(What the exercise asks):
If a line in the data below includes the string "فنيسيا", please return a copy of it.

━━ The data ━━

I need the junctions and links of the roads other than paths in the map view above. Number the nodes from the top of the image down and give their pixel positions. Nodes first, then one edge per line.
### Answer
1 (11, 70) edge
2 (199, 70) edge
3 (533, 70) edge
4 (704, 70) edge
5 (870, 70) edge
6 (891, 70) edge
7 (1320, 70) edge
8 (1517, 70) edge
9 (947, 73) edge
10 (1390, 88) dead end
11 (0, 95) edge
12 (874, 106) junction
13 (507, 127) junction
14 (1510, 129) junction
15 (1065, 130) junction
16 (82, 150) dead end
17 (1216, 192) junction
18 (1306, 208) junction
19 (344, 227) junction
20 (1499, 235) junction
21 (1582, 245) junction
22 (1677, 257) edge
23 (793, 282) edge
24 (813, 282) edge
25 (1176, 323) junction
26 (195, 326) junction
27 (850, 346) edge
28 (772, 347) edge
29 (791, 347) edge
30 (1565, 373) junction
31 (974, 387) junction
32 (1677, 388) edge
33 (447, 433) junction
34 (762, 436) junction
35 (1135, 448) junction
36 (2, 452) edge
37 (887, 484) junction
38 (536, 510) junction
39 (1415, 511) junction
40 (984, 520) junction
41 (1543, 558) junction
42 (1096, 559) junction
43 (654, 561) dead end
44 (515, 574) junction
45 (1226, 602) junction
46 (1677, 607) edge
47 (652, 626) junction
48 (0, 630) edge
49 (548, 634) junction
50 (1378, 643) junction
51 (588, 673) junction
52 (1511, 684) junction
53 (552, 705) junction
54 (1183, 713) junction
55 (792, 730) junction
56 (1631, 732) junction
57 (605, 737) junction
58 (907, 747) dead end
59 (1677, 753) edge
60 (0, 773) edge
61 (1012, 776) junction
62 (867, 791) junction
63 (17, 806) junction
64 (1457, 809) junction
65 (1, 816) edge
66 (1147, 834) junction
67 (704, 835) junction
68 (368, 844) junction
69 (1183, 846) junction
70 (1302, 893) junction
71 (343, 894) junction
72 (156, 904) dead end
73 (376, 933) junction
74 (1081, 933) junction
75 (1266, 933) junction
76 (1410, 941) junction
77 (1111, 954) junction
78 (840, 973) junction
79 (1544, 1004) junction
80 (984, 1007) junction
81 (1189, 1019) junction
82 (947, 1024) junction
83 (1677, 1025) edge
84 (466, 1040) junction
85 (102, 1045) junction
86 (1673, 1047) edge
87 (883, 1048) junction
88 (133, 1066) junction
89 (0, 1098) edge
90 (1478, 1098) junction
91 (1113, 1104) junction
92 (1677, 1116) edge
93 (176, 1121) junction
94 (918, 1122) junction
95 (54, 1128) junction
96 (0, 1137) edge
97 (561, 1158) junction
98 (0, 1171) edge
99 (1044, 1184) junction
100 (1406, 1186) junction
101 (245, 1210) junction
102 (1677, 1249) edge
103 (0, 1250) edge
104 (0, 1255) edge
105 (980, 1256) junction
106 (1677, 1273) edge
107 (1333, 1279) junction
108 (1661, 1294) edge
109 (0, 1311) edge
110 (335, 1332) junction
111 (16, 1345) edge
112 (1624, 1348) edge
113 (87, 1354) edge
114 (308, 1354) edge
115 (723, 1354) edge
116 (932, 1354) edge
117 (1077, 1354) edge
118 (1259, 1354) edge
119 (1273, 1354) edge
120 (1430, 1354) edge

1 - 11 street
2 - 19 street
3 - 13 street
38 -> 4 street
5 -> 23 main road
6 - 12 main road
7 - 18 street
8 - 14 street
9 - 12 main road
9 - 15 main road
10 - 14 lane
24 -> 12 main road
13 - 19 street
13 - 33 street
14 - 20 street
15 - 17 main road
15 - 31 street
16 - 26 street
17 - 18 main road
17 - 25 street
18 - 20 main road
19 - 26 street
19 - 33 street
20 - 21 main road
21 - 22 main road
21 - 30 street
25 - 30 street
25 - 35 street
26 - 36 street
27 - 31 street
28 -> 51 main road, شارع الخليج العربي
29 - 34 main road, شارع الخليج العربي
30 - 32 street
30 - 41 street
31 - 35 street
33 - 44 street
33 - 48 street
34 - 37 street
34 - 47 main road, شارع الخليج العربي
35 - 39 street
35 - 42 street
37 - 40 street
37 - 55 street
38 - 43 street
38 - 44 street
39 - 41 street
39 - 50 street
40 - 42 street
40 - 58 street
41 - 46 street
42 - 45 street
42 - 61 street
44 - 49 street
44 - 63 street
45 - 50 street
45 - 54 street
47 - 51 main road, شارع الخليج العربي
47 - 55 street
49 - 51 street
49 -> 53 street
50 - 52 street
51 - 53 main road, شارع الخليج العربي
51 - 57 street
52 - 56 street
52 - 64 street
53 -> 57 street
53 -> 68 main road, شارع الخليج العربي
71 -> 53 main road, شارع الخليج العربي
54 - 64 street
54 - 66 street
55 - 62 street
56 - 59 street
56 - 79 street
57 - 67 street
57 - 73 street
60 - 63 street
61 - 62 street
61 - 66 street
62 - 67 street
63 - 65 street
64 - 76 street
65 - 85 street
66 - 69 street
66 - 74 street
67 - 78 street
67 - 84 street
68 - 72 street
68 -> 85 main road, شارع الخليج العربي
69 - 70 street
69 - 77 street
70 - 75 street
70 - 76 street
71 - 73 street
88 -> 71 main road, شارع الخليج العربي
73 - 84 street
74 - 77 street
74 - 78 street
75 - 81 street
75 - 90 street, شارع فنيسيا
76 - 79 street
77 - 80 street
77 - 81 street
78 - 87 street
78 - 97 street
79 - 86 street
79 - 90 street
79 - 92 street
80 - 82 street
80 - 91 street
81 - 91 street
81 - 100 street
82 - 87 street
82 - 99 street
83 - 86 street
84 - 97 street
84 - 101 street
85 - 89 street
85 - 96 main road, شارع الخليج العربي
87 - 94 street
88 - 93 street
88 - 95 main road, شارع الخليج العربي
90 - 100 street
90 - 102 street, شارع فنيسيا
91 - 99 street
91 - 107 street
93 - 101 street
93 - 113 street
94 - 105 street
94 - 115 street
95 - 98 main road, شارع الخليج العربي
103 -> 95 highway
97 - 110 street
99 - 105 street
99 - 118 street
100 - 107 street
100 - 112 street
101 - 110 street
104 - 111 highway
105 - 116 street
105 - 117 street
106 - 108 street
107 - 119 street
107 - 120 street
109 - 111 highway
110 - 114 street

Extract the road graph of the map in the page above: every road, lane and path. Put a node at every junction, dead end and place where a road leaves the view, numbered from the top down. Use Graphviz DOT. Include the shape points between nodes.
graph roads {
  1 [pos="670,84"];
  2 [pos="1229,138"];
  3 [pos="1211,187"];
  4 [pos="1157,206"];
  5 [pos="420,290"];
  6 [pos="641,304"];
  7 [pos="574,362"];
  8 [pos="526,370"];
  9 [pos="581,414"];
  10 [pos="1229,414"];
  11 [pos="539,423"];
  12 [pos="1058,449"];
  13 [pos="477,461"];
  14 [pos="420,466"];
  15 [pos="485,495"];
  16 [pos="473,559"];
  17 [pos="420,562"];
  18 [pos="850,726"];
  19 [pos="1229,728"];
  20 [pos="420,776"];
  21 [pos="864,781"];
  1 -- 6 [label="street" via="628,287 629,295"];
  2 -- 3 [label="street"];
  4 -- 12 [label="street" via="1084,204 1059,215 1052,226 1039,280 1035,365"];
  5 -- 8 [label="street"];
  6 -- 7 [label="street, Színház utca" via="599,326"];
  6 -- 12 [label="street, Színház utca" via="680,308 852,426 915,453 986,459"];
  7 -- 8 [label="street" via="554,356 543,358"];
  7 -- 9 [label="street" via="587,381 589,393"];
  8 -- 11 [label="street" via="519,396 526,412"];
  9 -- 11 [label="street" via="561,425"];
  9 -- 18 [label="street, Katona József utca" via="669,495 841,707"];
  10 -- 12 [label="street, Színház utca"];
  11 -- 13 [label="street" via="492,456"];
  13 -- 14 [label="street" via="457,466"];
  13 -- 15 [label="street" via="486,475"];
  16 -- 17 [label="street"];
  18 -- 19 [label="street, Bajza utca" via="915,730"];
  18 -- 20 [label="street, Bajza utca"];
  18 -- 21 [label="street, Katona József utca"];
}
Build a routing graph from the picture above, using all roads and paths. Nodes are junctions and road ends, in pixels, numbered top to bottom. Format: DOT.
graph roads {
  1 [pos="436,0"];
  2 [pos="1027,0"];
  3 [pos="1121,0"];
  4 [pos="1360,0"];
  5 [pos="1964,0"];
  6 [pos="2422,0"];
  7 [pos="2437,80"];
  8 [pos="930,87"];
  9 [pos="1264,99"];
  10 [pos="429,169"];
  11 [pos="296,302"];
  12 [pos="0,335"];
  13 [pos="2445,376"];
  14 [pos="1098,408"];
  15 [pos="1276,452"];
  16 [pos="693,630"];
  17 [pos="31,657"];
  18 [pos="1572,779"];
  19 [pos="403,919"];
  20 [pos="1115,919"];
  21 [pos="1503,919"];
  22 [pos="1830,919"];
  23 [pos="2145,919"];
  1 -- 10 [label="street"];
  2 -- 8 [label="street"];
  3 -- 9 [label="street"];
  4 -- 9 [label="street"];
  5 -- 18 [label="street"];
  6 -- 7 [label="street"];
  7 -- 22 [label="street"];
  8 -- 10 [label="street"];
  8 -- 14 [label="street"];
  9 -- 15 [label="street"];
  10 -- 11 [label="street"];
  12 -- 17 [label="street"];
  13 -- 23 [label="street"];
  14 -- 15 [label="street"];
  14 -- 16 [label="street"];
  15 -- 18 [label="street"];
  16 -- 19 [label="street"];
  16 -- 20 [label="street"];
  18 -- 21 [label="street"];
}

━━━

(Answer section):
75 - 90 street, شارع فنيسيا
90 - 102 street, شارع فنيسيا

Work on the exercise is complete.